DATA SUPPLIED ->
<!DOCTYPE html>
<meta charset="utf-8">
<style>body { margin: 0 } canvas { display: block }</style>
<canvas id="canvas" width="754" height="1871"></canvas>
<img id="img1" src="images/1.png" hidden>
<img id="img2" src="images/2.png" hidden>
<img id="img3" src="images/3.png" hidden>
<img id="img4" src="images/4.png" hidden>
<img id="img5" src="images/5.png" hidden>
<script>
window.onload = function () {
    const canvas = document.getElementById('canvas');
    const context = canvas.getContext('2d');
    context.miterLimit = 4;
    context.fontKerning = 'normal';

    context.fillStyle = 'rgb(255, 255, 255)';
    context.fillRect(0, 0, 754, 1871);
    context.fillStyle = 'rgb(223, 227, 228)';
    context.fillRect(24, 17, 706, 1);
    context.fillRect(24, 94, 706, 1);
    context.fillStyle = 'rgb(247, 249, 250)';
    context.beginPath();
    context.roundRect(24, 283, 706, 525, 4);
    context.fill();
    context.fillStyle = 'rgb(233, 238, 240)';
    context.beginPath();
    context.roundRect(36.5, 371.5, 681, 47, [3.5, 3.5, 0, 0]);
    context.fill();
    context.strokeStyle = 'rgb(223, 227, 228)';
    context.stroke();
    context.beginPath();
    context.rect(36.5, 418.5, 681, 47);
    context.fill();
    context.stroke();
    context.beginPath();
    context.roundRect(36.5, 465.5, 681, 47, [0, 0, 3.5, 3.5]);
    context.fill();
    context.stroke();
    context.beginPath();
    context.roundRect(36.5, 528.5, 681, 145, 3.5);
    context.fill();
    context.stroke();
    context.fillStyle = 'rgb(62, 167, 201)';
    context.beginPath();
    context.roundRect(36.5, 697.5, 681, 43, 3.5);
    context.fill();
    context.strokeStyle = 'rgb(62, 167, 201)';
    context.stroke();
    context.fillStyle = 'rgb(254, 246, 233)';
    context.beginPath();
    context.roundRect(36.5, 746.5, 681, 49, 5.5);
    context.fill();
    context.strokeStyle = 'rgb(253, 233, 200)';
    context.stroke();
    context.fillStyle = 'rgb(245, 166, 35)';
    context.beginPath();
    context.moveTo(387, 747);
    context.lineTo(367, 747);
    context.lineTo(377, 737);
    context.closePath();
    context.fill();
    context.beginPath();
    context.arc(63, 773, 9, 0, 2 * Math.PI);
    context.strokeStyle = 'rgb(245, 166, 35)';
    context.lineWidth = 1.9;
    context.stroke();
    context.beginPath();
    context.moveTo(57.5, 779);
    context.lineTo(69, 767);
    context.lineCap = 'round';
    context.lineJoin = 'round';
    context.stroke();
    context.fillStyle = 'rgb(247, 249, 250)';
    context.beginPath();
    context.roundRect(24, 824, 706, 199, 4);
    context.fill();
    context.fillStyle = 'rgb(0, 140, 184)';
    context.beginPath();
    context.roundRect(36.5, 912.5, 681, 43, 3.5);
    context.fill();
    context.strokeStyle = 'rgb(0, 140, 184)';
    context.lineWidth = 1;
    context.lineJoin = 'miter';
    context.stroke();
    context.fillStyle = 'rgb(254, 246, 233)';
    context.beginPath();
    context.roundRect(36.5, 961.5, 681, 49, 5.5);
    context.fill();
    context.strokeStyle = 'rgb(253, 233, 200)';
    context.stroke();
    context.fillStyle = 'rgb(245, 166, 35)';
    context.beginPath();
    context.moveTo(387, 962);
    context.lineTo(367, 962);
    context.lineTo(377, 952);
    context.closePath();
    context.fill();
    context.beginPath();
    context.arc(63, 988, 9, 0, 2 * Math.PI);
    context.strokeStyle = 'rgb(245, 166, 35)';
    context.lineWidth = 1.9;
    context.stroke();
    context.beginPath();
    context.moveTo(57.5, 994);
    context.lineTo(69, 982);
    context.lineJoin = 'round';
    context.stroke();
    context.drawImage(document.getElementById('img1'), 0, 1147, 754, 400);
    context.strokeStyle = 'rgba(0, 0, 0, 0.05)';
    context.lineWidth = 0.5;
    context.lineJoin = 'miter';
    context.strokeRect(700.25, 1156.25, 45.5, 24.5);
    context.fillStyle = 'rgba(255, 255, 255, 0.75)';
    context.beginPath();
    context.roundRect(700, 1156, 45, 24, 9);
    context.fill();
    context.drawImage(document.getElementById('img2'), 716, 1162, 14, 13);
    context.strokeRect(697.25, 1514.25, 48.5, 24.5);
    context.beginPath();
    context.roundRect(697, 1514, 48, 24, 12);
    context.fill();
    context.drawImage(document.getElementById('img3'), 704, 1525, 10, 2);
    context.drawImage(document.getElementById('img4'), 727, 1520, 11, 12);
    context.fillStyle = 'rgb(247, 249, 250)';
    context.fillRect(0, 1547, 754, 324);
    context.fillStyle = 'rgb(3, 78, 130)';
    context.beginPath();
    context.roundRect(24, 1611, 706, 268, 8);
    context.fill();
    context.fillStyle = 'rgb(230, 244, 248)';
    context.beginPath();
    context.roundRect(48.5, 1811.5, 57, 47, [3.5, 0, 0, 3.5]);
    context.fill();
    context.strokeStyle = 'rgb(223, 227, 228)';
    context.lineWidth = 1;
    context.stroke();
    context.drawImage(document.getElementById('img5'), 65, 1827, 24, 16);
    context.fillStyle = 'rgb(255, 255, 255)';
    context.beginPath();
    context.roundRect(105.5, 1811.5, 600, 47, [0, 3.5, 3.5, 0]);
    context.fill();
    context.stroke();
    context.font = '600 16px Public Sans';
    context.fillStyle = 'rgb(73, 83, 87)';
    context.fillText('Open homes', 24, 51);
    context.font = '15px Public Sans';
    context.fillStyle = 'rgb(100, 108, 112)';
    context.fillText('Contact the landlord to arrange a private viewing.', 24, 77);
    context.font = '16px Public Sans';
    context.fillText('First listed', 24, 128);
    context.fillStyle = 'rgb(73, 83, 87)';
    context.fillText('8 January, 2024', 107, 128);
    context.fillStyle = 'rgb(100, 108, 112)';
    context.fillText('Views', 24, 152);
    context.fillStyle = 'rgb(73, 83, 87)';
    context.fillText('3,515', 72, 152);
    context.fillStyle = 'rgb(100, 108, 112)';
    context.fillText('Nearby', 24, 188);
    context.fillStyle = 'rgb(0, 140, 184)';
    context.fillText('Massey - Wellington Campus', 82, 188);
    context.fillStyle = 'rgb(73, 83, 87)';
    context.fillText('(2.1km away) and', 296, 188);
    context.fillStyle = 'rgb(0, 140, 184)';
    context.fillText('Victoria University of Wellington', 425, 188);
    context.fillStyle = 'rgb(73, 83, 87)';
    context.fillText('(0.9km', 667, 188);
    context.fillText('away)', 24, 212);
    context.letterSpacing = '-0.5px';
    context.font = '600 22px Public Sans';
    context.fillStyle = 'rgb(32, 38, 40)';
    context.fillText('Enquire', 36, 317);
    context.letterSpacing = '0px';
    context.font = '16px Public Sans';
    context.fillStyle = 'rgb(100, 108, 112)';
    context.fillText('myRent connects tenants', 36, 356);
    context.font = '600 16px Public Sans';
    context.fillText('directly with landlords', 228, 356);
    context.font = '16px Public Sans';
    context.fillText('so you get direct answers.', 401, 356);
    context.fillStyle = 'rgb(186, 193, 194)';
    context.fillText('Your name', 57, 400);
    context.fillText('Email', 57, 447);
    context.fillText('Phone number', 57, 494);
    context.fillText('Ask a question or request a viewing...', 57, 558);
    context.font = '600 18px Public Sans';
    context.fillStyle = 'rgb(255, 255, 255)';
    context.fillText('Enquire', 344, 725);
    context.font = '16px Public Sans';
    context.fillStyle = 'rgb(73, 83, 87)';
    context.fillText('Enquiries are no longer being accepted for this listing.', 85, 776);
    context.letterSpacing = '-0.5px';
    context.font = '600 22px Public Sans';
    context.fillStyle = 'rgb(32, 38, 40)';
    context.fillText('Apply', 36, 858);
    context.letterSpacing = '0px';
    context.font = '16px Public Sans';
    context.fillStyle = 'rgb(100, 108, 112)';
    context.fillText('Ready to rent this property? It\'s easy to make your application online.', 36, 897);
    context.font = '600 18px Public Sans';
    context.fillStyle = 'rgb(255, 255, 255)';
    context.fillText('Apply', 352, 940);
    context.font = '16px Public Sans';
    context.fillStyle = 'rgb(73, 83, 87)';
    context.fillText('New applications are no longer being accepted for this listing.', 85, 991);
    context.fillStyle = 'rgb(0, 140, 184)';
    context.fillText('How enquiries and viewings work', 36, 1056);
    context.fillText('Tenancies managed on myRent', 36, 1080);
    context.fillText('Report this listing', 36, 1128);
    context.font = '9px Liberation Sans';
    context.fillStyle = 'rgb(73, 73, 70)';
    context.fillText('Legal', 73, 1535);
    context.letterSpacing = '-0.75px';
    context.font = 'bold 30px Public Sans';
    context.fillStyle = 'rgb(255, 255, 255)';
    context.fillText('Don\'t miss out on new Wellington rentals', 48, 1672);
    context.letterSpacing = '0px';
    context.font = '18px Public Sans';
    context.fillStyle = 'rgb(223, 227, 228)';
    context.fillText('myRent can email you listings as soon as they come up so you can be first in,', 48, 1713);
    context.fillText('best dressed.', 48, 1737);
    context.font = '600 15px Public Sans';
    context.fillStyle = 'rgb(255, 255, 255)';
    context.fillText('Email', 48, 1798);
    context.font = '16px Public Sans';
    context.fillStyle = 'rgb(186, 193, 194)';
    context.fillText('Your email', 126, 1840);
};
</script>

YOUR TASK -> The lines from the one containing "context.fillStyle = 'rgb(73, 73, 70)';" through the end of the data are to be copied exactly, the first and last of them included.

COMPLETED TASK ->
    context.fillStyle = 'rgb(73, 73, 70)';
    context.fillText('Legal', 73, 1535);
    context.letterSpacing = '-0.75px';
    context.font = 'bold 30px Public Sans';
    context.fillStyle = 'rgb(255, 255, 255)';
    context.fillText('Don\'t miss out on new Wellington rentals', 48, 1672);
    context.letterSpacing = '0px';
    context.font = '18px Public Sans';
    context.fillStyle = 'rgb(223, 227, 228)';
    context.fillText('myRent can email you listings as soon as they come up so you can be first in,', 48, 1713);
    context.fillText('best dressed.', 48, 1737);
    context.font = '600 15px Public Sans';
    context.fillStyle = 'rgb(255, 255, 255)';
    context.fillText('Email', 48, 1798);
    context.font = '16px Public Sans';
    context.fillStyle = 'rgb(186, 193, 194)';
    context.fillText('Your email', 126, 1840);
};
</script>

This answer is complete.